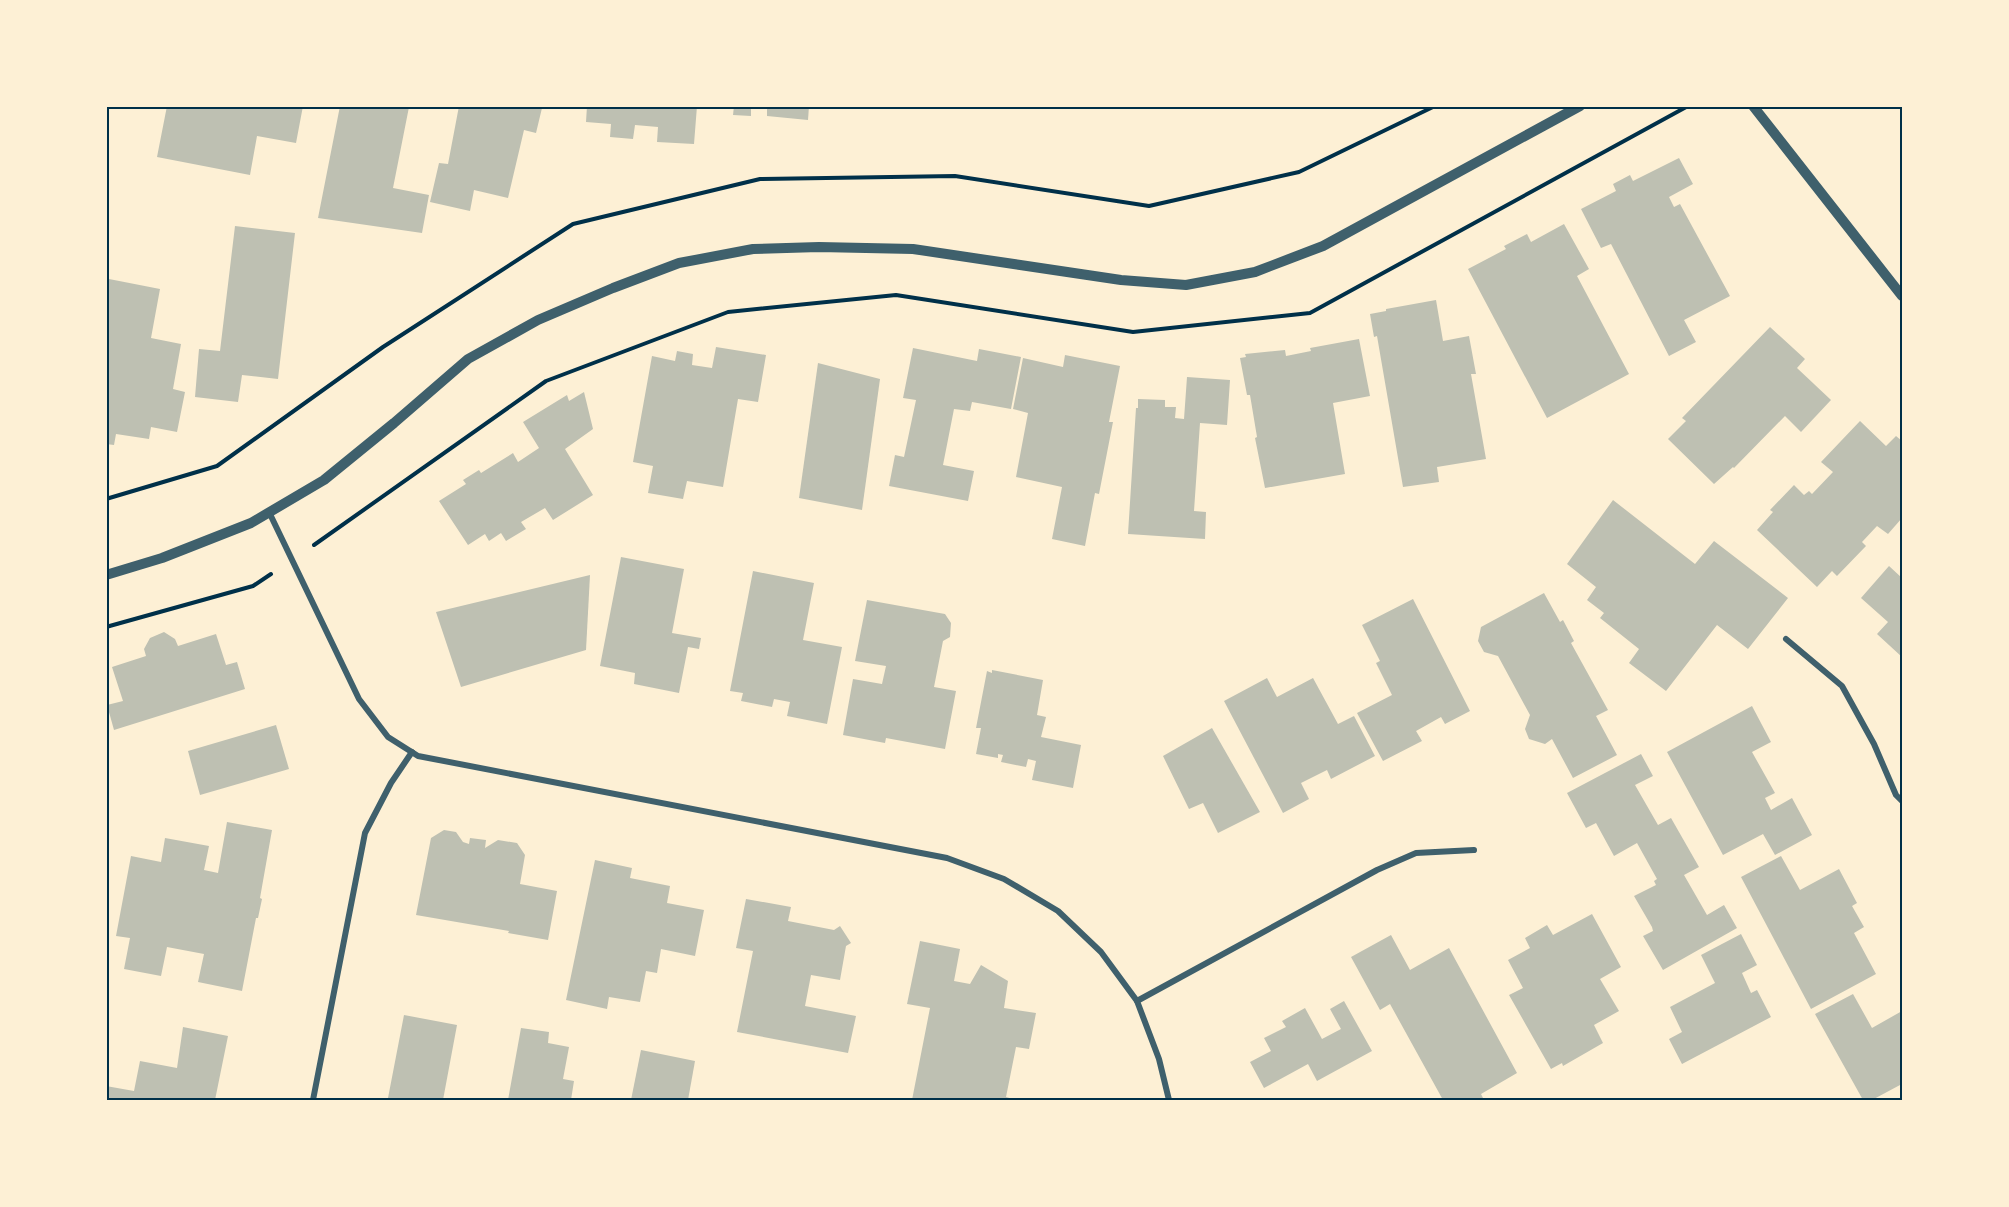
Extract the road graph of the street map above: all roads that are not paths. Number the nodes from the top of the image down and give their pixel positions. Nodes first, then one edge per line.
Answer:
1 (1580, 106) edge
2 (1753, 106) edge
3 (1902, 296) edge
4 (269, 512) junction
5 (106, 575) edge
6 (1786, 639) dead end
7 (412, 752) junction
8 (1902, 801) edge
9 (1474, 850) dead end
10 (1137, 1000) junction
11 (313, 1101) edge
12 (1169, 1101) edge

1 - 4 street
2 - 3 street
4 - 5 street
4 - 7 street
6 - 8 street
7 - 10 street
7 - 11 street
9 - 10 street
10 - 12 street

---

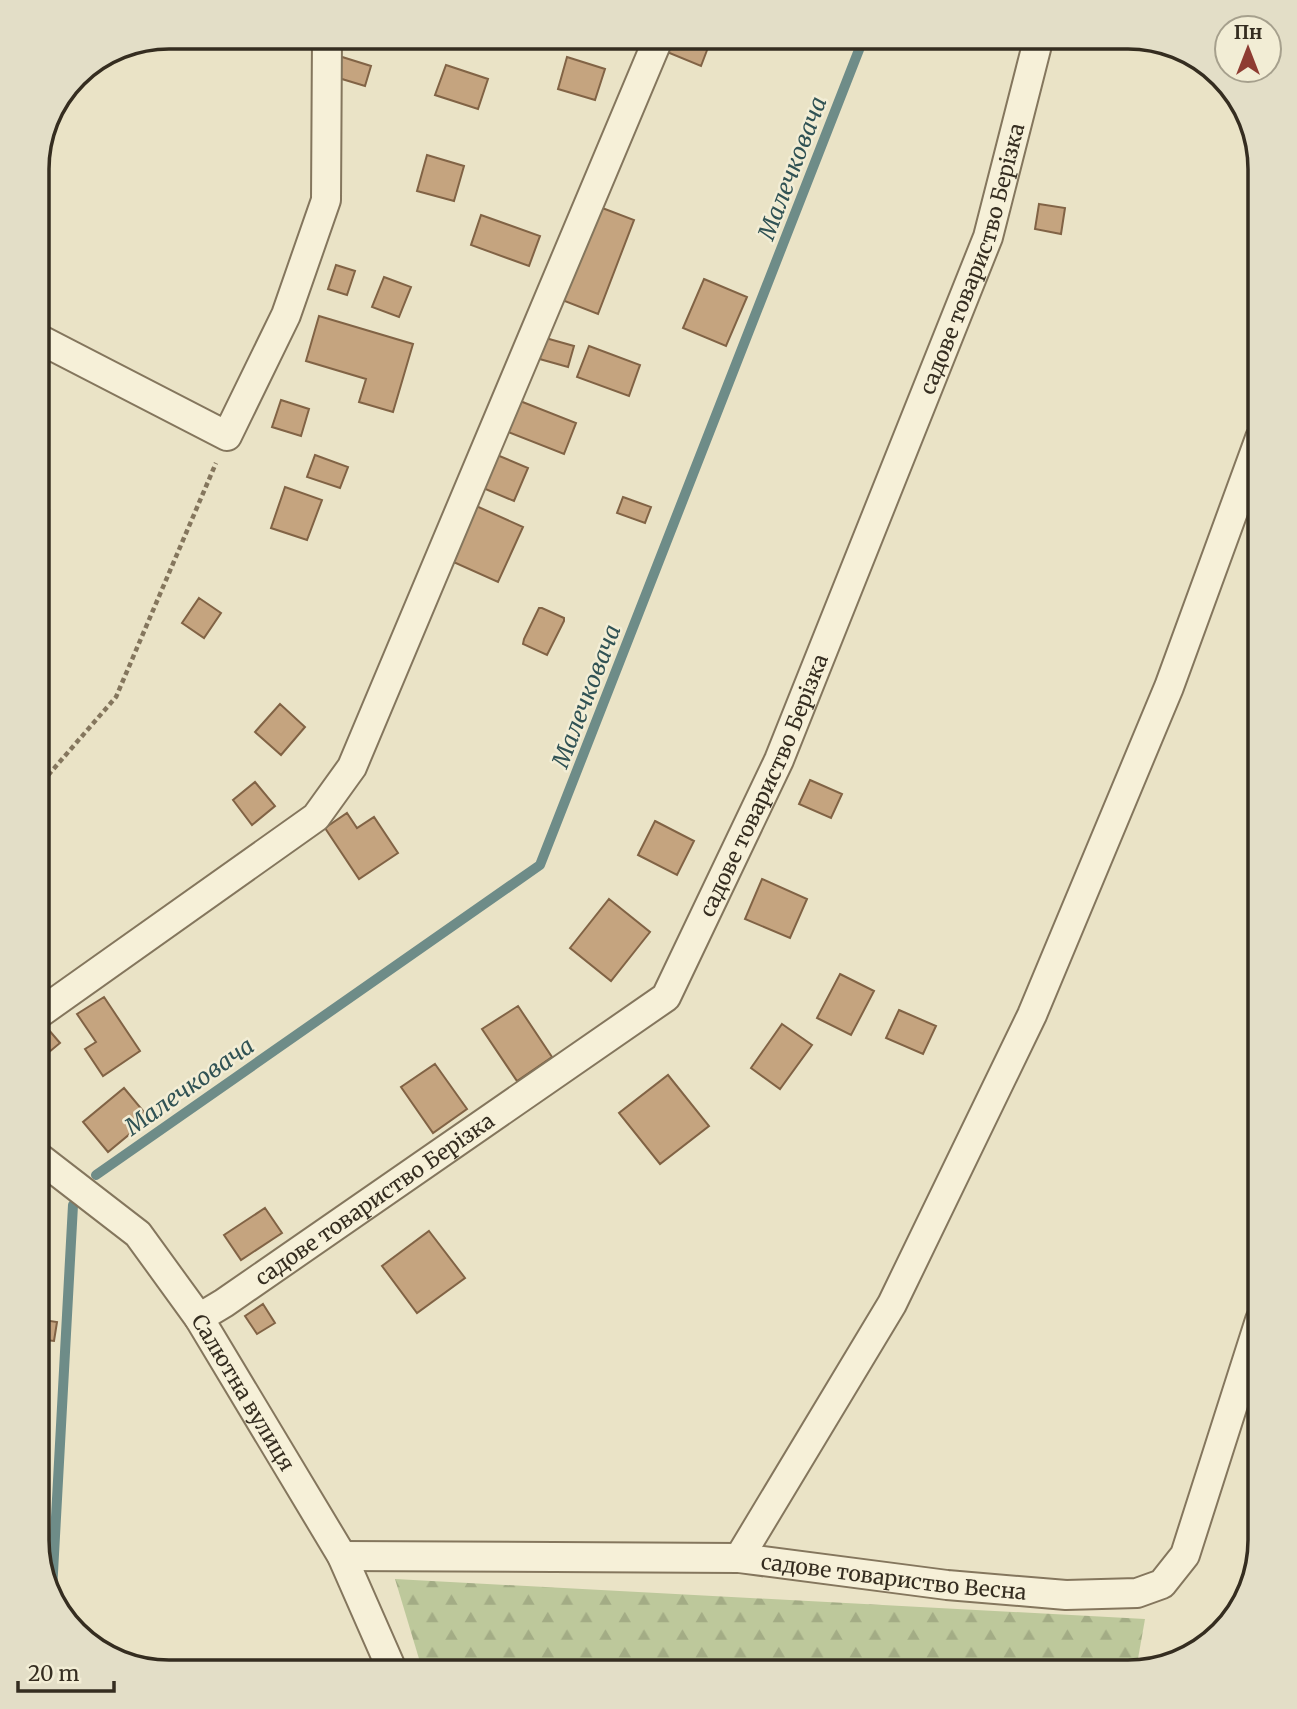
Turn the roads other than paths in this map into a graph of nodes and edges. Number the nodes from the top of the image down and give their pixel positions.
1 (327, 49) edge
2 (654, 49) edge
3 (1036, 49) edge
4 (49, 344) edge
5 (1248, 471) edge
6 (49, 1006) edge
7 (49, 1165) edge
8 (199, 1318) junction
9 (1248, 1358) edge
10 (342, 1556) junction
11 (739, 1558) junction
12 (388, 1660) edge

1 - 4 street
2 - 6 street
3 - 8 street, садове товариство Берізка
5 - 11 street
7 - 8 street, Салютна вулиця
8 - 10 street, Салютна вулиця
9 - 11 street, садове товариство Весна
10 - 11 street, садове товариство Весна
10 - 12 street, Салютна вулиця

--

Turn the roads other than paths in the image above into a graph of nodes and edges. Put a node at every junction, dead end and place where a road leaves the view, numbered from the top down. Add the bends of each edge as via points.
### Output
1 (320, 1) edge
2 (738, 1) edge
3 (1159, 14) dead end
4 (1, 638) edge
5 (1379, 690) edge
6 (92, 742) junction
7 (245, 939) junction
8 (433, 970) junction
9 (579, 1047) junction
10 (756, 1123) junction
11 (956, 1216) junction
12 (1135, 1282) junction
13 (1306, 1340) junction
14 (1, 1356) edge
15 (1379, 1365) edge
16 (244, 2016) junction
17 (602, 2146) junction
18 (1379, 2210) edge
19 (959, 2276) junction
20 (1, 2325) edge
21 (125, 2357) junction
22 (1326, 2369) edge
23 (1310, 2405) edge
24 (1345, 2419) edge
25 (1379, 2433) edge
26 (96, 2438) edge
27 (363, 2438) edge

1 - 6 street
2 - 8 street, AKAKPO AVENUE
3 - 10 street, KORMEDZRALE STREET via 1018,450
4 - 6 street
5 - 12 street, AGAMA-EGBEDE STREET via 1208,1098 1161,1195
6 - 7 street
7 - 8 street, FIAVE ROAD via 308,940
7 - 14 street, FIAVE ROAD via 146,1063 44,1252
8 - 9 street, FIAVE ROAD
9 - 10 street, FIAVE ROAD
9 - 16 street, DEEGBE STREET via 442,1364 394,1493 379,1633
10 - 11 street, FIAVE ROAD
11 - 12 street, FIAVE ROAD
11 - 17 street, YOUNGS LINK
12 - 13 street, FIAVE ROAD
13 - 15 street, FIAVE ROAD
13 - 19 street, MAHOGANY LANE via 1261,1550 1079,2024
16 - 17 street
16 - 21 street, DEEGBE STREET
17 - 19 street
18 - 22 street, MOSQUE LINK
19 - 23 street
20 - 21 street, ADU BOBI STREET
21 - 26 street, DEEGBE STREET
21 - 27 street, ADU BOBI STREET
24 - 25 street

WORK ORDER: Please filter the listing down to lines that include the word "above".

ANSWER BOX:
Extract the road graph of the street map above: all roads that are not paths. Number the nodes from the top of the image down and give their pixel positions. Nodes first, then one edge per line.
Turn the roads other than paths in the image above into a graph of nodes and edges. Put a node at every junction, dead end and place where a road leaves the view, numbered from the top down. Add the bends of each edge as via points.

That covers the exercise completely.